Books of the Year 2018

It’s been an unusual reading year for me; new work has meant I’ve read lots of things I wouldn’t have otherwise and it’s no coincidence that, for the first time, there’s a poetry collection included here. It’s also the first time there’s been a graphic novel in my list, although I’ve confused myself here as The One Hundred Nights of Hero is one of my favourite books and I’ve no idea why it didn’t make the list last year. Anyway, here’s my favourite fifteen books published in 2018, if there’s a theme to the list it’s this: feminist as fuck.

Milkman – Anna Burns

Until last week, I’d known what my book of the year was since May. And then I read Milkman. An eighteen-year-old woman walks the streets of what appears to be Belfast, although the setting is never named, reading classic literature. An encounter with a paramilitary man called Milkman sets off rumours about her and him, leading to an increasingly claustrophobic atmosphere in which the community, and her own family, draw conclusions from hearsay. Since Milkman won this year’s Booker Prize, much has been made of its apparently challenging nature. To me, it read like someone telling an anecdote in the pub, the story both moving forwards and circling back, characters known by nicknames and monikers. It’s a superb read: often funny, resolutely feminist, and possibly the best book about the Troubles I’ve read.

Ghost Wall – Sarah Moss

This is the book that was knocked off the number one spot at the last minute. Ghost Wall is the story of teenager, Silvie, as she takes part in an Iron Age reconstruction with her family. Her father is particularly keen that things should be as authentic as possible and it soon becomes clear that his views on women are severely outdated. The tension builds until a horrific act is committed. Moss’ writing is taut, sharp and will keep you on edge. My mini-review is here.

Everything Under – Daisy Johnson

When I read Everything Under earlier in the year, I described it on Twitter as spellbinding, the first time I’ve ever described a novel as such; the prose is mesmerising though.

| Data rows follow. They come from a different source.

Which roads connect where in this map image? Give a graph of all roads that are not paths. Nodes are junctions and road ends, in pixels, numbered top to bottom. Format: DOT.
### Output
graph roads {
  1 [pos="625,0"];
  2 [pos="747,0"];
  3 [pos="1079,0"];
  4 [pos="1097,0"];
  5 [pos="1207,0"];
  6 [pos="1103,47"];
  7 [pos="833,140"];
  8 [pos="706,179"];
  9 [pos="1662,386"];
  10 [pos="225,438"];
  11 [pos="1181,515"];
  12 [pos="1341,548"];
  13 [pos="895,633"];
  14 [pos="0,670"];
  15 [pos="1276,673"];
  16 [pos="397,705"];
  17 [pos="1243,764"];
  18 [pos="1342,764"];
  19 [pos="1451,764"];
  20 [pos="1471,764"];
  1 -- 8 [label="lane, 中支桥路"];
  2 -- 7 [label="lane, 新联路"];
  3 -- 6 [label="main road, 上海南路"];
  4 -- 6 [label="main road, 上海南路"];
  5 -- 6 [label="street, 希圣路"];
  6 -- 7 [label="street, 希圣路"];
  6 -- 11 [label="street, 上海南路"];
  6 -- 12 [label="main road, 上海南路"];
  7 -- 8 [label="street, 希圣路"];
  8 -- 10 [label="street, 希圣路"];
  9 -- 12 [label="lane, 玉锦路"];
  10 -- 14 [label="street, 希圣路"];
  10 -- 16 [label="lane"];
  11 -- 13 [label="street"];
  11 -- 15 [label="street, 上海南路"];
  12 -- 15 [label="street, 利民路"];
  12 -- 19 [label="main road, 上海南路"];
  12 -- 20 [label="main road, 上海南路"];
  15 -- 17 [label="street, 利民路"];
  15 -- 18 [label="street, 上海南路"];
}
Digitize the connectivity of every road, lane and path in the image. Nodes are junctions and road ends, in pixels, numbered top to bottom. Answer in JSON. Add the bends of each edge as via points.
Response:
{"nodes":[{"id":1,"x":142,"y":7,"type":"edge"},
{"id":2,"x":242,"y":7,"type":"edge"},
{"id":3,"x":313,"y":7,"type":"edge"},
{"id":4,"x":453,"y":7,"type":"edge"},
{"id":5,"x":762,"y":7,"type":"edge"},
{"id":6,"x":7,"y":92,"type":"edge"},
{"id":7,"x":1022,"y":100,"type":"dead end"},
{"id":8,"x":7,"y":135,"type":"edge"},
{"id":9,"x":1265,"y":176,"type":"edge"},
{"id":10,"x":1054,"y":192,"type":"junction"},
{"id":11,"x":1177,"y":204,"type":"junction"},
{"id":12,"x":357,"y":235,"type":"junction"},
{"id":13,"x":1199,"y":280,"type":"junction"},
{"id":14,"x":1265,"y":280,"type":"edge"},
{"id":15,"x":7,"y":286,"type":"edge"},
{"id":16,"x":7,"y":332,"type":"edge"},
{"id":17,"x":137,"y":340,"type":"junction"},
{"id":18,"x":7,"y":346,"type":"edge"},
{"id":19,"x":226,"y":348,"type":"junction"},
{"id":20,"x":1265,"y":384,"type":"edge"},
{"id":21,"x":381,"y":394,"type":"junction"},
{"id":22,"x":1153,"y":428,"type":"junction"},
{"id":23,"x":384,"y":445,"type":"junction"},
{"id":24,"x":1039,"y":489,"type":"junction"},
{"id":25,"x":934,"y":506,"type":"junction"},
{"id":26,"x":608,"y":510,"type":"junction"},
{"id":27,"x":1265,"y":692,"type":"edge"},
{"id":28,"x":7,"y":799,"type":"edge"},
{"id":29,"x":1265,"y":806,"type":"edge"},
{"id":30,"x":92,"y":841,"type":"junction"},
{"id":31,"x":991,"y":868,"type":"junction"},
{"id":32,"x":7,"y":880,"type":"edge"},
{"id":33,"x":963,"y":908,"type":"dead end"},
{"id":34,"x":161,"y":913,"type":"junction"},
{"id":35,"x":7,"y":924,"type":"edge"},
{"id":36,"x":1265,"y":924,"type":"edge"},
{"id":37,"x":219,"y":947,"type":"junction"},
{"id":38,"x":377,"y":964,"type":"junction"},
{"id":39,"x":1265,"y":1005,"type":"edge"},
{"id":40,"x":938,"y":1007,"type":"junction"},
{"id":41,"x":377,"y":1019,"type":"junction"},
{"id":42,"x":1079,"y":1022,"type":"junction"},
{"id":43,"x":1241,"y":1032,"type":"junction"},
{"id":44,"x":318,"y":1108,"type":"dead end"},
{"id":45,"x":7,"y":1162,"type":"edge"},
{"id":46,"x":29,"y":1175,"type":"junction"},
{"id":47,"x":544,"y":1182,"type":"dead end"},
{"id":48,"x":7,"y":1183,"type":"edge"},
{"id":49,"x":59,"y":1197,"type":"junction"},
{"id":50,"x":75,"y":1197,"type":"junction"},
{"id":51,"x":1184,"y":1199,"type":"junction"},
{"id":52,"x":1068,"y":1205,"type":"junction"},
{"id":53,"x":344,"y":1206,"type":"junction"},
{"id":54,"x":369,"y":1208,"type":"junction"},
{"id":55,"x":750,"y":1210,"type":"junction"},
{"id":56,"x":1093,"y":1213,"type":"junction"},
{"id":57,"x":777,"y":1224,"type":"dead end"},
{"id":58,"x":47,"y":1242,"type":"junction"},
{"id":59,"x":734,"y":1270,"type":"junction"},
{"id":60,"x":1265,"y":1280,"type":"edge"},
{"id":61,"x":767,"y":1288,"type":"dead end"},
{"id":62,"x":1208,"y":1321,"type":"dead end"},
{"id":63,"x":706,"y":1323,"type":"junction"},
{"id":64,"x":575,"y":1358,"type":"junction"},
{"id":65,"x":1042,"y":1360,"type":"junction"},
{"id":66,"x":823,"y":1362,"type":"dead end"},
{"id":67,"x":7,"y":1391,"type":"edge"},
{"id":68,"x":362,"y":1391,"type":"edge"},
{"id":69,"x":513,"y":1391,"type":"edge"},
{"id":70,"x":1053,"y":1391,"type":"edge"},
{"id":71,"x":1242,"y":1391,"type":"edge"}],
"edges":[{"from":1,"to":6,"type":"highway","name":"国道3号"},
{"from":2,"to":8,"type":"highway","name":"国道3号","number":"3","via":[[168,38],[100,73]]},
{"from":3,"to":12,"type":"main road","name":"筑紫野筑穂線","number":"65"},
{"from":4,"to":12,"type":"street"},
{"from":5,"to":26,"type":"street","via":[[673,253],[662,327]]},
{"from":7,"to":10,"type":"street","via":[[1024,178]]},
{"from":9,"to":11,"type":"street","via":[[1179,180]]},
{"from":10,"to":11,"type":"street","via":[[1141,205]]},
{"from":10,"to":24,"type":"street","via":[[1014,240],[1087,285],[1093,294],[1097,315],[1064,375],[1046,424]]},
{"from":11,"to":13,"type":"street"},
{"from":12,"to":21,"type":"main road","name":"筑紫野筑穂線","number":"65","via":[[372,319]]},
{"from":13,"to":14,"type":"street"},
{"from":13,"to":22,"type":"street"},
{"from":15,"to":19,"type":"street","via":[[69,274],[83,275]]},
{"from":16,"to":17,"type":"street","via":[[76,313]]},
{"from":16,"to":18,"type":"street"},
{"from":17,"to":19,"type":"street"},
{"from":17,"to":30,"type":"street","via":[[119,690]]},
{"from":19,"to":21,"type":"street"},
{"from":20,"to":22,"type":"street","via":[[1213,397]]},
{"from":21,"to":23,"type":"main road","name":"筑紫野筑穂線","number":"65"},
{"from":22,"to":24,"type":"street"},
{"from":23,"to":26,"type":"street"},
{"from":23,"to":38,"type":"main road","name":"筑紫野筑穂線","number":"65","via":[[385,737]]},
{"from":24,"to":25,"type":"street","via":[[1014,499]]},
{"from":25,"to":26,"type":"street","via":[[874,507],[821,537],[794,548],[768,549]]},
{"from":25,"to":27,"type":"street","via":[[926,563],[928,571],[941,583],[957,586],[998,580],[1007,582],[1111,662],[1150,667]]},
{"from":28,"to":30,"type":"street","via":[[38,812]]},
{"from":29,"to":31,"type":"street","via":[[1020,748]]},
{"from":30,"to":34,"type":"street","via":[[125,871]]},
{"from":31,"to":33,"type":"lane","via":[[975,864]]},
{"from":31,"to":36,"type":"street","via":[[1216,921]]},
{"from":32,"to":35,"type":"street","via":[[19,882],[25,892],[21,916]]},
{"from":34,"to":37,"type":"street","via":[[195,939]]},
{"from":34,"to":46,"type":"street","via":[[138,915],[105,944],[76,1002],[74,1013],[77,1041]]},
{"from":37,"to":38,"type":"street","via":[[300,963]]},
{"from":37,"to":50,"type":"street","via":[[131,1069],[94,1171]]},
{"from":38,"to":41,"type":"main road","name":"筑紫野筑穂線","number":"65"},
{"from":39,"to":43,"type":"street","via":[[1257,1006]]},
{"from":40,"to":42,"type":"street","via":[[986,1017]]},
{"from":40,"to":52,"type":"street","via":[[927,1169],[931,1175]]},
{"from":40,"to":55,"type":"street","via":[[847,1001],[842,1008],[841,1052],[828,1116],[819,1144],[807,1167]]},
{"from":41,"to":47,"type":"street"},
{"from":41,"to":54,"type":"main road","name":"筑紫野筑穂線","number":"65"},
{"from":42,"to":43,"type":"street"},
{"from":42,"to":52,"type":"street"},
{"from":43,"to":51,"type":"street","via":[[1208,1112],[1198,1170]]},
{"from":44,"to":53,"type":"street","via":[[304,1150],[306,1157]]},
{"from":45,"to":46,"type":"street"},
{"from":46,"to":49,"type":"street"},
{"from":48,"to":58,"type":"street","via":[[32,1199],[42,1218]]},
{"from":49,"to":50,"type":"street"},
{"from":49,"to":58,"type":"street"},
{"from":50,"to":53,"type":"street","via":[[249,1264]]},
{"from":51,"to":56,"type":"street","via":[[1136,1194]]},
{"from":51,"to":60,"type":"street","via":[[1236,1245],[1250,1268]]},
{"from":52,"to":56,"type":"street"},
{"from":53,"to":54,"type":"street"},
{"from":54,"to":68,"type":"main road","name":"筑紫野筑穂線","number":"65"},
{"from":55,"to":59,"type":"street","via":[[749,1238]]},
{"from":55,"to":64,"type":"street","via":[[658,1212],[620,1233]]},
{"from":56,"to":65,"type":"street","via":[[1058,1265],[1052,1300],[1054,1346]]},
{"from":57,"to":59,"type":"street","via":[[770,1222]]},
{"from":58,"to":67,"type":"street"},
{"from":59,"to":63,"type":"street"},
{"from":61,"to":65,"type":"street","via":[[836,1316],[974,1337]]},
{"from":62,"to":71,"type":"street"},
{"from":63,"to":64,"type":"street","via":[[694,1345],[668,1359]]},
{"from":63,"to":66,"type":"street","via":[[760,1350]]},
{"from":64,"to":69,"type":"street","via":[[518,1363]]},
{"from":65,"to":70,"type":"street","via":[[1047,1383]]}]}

Gretal works as a lexicographer and is attempting to get Sarah, her estranged mother, to tell her story, allowing Gretal to fill in the gaps in her adolescence. Johnson reworks the Oedipus myth as an exploration of gender and mother/daughter relationships. Absolutely worthy of its place on the Booker Prize shortlist.

America Is Not the Heart – Elaine Castillo

Hero is an illegal immigrant, a member of the New People’s Army, a former prisoner of war. She leaves the Philippines to live with her uncle’s family, who she hasn’t seen in years. In San Fransisco, she begins to rebuild her life and makes friends who’ll become her new family. Castillo explores ideas of home through language, food, family, friendship and love. Big, bold and absorbing. My full review and interview with Elaine is here.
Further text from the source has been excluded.